= Beginning of Section =
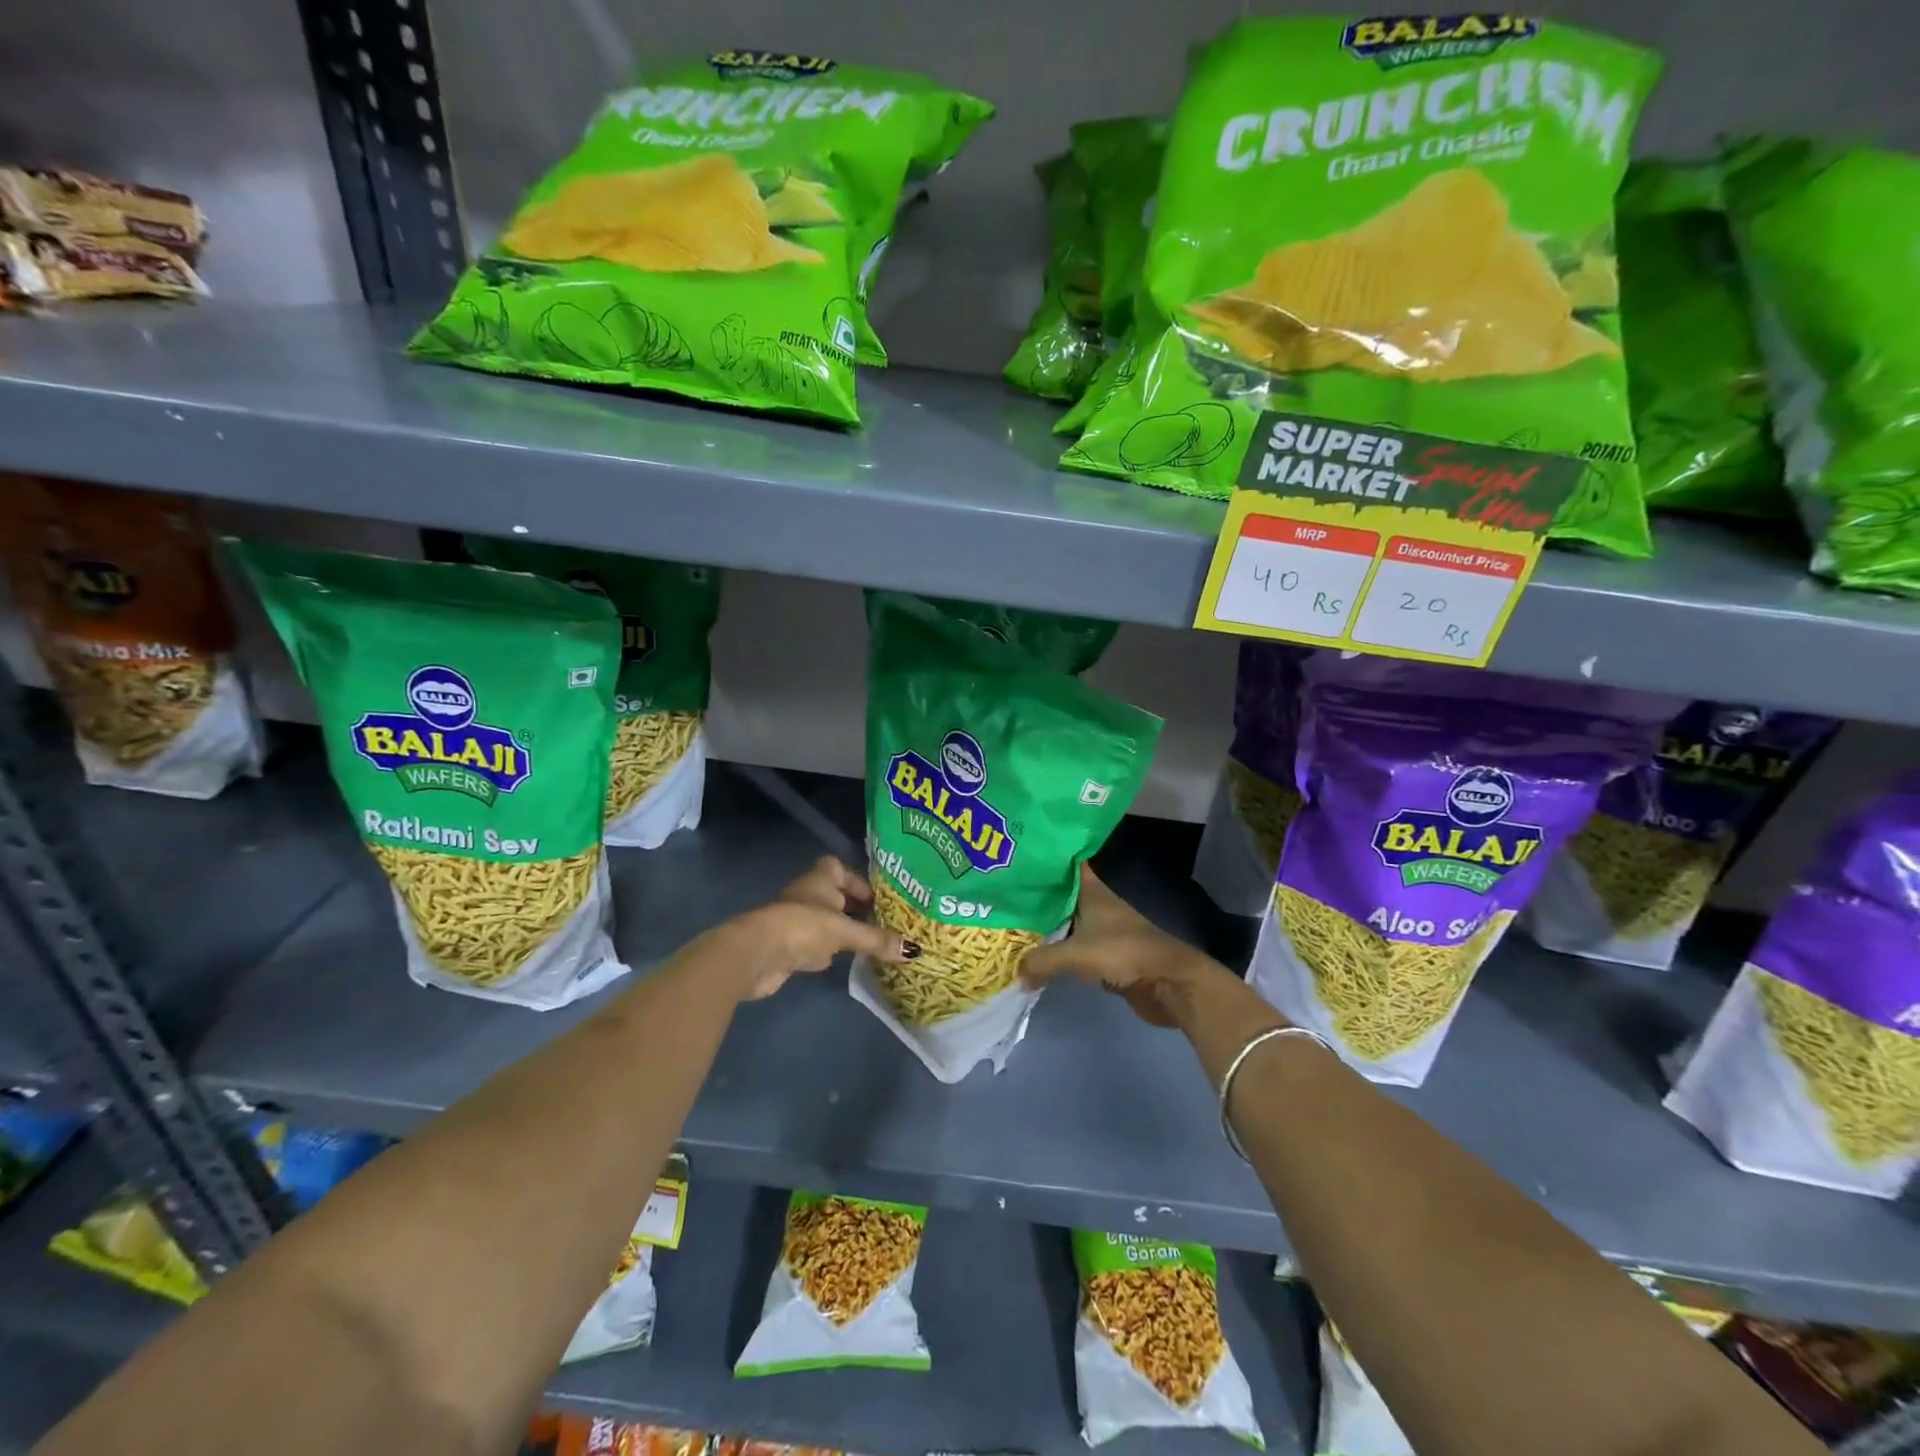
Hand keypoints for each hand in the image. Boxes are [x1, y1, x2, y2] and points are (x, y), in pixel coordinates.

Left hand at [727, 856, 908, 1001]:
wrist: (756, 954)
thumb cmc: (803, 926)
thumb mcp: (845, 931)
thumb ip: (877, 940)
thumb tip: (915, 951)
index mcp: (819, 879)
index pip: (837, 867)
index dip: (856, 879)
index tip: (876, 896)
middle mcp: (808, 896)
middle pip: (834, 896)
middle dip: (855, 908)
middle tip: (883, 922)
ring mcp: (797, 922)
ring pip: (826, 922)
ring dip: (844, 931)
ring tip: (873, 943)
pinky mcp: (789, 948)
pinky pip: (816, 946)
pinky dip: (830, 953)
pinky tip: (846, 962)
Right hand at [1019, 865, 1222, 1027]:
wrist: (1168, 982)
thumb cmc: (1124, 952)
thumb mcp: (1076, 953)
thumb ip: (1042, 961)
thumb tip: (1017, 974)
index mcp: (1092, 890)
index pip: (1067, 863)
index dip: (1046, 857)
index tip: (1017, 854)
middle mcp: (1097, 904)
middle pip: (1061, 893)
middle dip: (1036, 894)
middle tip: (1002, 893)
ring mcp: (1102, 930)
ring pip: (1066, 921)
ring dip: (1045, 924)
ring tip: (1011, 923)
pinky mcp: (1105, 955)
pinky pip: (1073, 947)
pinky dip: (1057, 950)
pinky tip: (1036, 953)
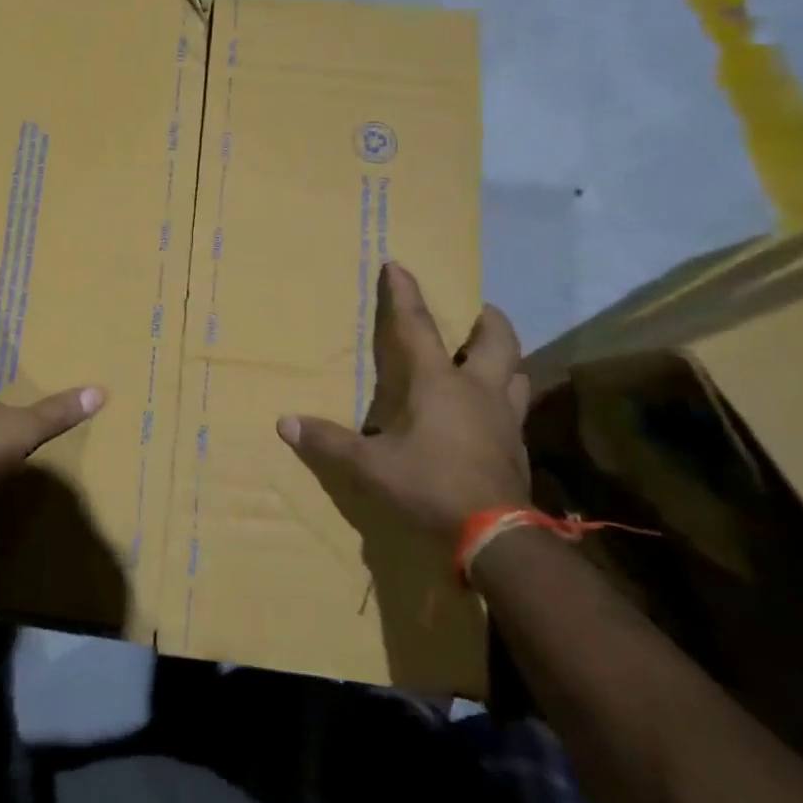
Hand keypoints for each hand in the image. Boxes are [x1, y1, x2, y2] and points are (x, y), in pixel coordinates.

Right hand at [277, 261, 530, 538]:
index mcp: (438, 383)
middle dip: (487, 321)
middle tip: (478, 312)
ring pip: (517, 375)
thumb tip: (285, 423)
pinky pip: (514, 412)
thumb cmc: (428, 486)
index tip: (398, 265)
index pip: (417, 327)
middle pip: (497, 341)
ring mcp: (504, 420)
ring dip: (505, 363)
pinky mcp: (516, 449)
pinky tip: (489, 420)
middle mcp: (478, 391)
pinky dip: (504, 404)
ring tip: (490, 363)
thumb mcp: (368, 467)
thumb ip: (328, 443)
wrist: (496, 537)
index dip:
= End of Section =
WHAT TO WORK ON
Find how many lines of the material carry the string "index". Only the number should be in the answer.

RESULT FOR THIS TASK
12